- Task prompt
Pull out every line below containing the word "Navajo".

- Supplied records

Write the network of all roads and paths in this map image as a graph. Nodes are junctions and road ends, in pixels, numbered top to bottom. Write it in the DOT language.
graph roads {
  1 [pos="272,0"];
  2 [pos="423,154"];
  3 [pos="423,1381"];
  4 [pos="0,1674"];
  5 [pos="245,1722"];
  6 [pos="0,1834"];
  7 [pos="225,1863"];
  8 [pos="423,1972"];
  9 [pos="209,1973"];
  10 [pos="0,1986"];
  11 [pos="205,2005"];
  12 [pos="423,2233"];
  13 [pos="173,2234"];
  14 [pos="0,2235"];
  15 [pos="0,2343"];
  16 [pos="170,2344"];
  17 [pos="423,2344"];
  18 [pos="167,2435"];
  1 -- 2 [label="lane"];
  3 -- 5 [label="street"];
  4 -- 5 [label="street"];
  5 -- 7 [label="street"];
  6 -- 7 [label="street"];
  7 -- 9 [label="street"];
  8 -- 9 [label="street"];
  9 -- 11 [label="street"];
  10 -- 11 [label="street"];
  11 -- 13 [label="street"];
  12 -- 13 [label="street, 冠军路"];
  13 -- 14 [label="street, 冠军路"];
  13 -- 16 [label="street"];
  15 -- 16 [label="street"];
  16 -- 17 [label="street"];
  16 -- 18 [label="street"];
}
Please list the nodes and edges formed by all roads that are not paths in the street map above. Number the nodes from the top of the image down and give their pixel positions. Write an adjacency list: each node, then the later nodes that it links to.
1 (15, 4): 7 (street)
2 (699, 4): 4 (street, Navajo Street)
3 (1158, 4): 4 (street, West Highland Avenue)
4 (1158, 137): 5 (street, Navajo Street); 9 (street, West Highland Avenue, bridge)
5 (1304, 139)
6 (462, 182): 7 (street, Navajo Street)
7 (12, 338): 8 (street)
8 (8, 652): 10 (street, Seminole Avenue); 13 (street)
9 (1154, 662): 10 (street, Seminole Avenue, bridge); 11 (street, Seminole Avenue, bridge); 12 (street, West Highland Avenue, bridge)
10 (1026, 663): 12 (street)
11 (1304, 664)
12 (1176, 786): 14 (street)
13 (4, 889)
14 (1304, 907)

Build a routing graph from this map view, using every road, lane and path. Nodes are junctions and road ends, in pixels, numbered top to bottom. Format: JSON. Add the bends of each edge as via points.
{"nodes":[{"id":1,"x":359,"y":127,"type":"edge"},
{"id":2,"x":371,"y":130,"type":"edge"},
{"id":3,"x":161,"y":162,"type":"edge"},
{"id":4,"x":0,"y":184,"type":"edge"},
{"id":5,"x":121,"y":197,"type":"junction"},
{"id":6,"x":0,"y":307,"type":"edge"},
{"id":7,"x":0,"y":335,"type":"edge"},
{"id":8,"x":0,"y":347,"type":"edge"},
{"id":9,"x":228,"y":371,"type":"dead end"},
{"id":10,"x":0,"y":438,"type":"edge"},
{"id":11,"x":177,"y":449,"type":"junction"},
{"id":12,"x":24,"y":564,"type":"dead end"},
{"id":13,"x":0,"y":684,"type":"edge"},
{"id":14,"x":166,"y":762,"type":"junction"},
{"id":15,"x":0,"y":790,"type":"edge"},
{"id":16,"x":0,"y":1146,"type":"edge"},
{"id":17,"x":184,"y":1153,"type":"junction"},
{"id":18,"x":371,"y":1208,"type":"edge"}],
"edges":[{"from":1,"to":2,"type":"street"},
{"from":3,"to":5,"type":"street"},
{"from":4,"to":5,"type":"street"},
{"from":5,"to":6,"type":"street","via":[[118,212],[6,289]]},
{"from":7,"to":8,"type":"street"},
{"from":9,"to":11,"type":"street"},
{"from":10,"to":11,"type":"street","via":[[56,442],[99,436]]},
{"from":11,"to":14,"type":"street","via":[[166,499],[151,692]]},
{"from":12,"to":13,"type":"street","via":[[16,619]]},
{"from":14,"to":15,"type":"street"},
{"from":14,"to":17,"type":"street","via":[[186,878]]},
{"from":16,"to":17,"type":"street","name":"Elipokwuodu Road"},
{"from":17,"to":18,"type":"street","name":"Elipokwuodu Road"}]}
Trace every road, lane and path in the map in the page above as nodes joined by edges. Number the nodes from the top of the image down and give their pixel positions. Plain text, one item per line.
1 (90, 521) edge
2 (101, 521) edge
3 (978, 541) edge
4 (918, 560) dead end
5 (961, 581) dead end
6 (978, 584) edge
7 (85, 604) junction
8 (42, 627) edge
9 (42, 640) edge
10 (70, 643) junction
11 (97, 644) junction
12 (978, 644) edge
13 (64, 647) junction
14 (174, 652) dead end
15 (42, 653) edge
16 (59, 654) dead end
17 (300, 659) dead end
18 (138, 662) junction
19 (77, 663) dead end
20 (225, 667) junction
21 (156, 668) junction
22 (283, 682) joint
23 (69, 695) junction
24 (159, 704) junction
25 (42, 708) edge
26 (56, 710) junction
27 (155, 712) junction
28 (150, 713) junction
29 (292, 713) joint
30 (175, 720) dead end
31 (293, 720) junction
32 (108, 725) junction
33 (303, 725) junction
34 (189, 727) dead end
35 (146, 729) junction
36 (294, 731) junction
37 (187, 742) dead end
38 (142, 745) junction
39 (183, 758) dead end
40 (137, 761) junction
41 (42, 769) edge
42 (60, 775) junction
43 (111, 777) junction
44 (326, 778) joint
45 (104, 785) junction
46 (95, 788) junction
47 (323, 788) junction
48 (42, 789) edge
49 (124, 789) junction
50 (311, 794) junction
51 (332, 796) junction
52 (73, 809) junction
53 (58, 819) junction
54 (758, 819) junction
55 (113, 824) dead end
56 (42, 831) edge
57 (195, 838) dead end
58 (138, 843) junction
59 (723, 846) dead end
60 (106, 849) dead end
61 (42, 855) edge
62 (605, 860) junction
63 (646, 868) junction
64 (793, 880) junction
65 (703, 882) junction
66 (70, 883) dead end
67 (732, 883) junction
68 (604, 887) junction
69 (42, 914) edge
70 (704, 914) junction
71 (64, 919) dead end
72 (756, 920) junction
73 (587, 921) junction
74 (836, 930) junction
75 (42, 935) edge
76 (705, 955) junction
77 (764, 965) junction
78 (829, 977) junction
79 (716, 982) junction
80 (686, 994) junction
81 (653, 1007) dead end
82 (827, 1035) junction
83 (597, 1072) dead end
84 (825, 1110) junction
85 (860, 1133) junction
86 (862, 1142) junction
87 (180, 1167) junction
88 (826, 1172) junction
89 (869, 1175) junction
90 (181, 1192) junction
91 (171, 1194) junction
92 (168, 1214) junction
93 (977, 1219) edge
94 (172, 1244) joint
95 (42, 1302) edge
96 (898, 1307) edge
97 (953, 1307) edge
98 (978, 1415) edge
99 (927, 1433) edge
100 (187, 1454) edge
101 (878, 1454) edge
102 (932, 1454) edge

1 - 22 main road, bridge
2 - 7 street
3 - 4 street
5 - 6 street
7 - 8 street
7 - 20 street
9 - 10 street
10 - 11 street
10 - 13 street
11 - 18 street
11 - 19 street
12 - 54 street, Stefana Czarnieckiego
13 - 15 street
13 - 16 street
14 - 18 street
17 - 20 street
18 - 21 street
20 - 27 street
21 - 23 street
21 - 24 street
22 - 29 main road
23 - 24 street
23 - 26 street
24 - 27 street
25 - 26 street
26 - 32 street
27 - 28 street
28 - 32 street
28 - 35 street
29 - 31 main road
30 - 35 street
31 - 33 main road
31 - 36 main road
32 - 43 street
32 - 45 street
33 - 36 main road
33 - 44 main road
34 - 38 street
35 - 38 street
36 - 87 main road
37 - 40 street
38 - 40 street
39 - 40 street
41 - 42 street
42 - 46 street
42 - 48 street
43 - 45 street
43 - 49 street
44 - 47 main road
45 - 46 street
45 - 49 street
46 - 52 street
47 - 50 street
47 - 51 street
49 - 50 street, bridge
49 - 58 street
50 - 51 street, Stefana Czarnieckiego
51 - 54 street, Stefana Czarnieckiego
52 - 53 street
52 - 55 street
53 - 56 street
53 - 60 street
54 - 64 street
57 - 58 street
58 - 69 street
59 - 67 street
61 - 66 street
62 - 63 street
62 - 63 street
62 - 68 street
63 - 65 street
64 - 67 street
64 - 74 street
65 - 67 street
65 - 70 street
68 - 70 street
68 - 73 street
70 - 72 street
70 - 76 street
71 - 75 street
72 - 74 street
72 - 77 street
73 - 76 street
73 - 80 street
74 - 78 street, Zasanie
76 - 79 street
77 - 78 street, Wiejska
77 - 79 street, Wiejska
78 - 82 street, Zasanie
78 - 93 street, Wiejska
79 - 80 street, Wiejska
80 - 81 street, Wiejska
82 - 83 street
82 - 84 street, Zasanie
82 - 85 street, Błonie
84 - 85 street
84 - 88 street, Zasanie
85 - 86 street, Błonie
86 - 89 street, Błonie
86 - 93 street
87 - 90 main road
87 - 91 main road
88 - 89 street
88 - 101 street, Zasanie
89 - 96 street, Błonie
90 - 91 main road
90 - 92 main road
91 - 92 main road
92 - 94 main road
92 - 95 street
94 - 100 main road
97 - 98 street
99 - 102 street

- Solution
2 (699, 4): 4 (street, Navajo Street)
4 (1158, 137): 5 (street, Navajo Street); 9 (street, West Highland Avenue, bridge)
6 (462, 182): 7 (street, Navajo Street)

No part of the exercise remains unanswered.